チェンマイといえば、バンコクに次いで日本人定住者の多い町。日本食など選び放題。選択肢がありすぎてきりがないが、折角遠くまで来たのだから、変わった店で食べてみたかった。

もちろん、変わってるだけで美味しくない店は却下。だけど、そんな都合の良いメシ屋があるのか? 調べ尽くして、たどり着いた店が今回ご紹介する『のぼる』だった! いやあ、驚きました……。

・よくあるお店っぽいけど、ここだけ別宇宙!

お堀に囲まれたチェンマイ中心部から北西に伸びるファイケウ通りを直進。

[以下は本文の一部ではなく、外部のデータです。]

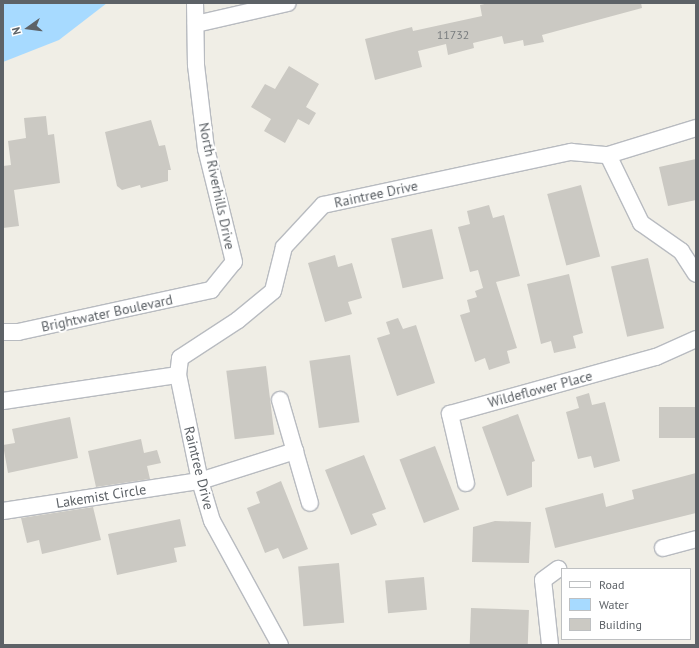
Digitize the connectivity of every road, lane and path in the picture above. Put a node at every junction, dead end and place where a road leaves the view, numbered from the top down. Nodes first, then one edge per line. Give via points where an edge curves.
1 (195, 3) edge
2 (288, 3) edge
3 (196, 24) junction
4 (696, 128) edge
5 (608, 155) junction
6 (696, 274) edge
7 (211, 290) joint
8 (3, 332) edge
9 (696, 339) edge
10 (178, 375) junction
11 (280, 400) dead end
12 (3, 401) edge
13 (295, 451) junction
14 (200, 481) junction
15 (466, 483) dead end
16 (310, 503) dead end
17 (3, 511) edge
18 (696, 539) edge
19 (663, 548) dead end
20 (558, 570) dead end
21 (280, 645) edge
22 (550, 645) edge

1 - 3 street, North Riverhills Drive
2 - 3 street
3 - 7 street, North Riverhills Drive via 196,65 206,149 234,262
4 - 5 street
5 - 6 street via 641,223 681,251
5 - 10 street, Raintree Drive via 571,152 323,205 284,247 273,291 238,320 180,358
7 - 8 street, Brightwater Boulevard via 18,332
9 - 15 street, Wildeflower Place via 656,357 450,414
10 - 12 street
10 - 14 street, Raintree Drive
11 - 13 street
13 - 14 street, Lakemist Circle
13 - 16 street
14 - 17 street, Lakemist Circle
14 - 21 street, Raintree Drive via 212,521
18 - 19 street
20 - 22 street via 543,580

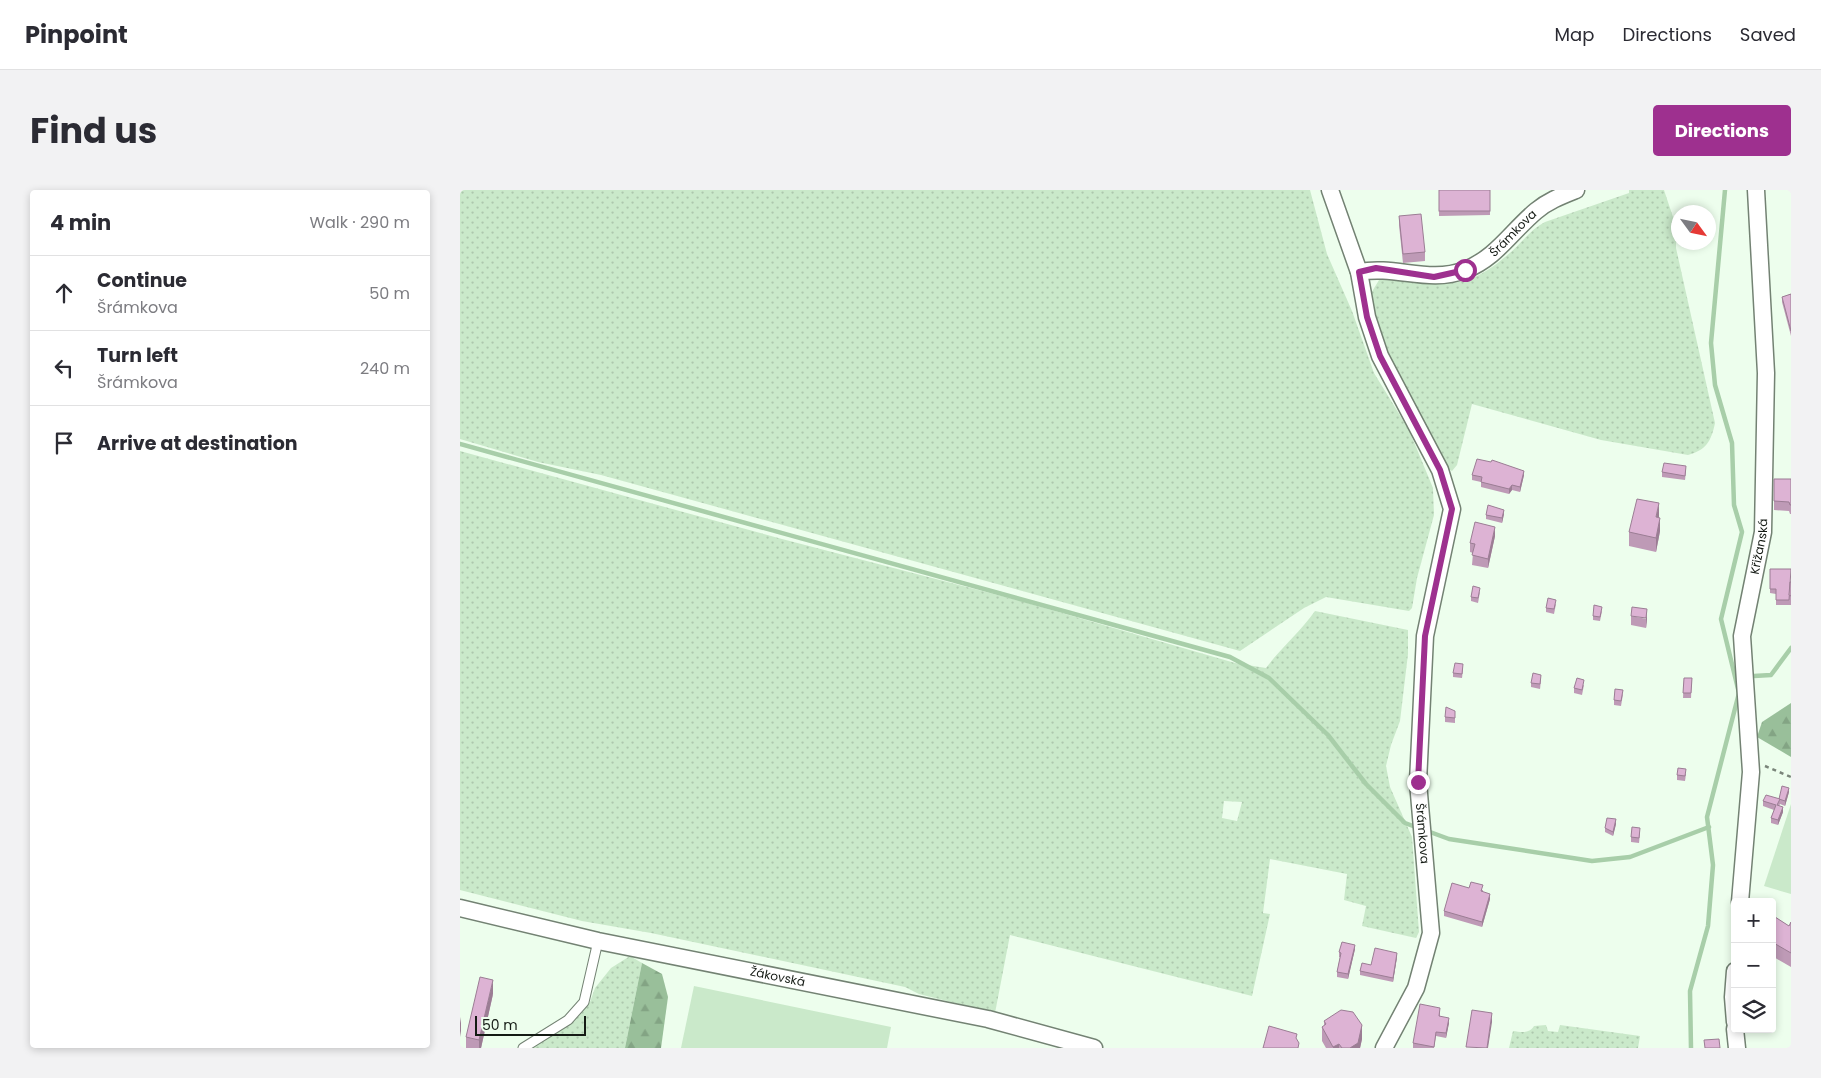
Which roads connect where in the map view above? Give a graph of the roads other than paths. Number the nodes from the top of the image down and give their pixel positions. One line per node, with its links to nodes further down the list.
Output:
1 (1330, 190): 4 (street, Šrámkova)
2 (1576, 190): 4 (street, Šrámkova)
3 (1756, 190): 5 (street, Křižanská)
4 (1359, 272): 11 (street, Šrámkova)
5 (1740, 898)
6 (460, 908): 7 (street, Žákovská)
7 (598, 941): 9 (lane); 10 (street, Žákovská)
8 (1735, 1033): 12 (street)
9 (523, 1048)
10 (1094, 1048)
11 (1384, 1048)
12 (1737, 1048)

巨大ショッピングモール「カードスアンケーオ」を過ぎてすぐの、地味な路地を左折した民家の軒先に、カレーやカツ丼、おにぎりの写真をあしらった小さな看板を発見。noboru1

看板の「のぼる」というひらがな表記が、体調を悪くした外国人の書いた筆記体風で味わい深い。

最近アジア各国に増殖中の「日本風居酒屋」といえば、いかにもそれっぽい手書きのPOPやメニュー。相田みつを風のポエムがセットになって、特徴があるようでない、どこも似たような印象なのだが、こちらの「のぼる」は、それらの特徴を備えつつ、首ふたつ突き抜けている。

・ボーダーライン上のドキドキする内装

まずは、店中に貼りだされたポエムやらお知らせの紙が素でイカレてる。普通のコピー用紙にマジックで殴り書き、セロテープで貼り付けただけ。意図せずして電波ハウス調になっちゃってる。noboru2

メニューも手書きだ。だがこれも日本の外食業界でよく見る「狙いすました」手書きではなく、市販のノートに(失礼ながら)小学生風の字体でざざざっと殴り書いたもの。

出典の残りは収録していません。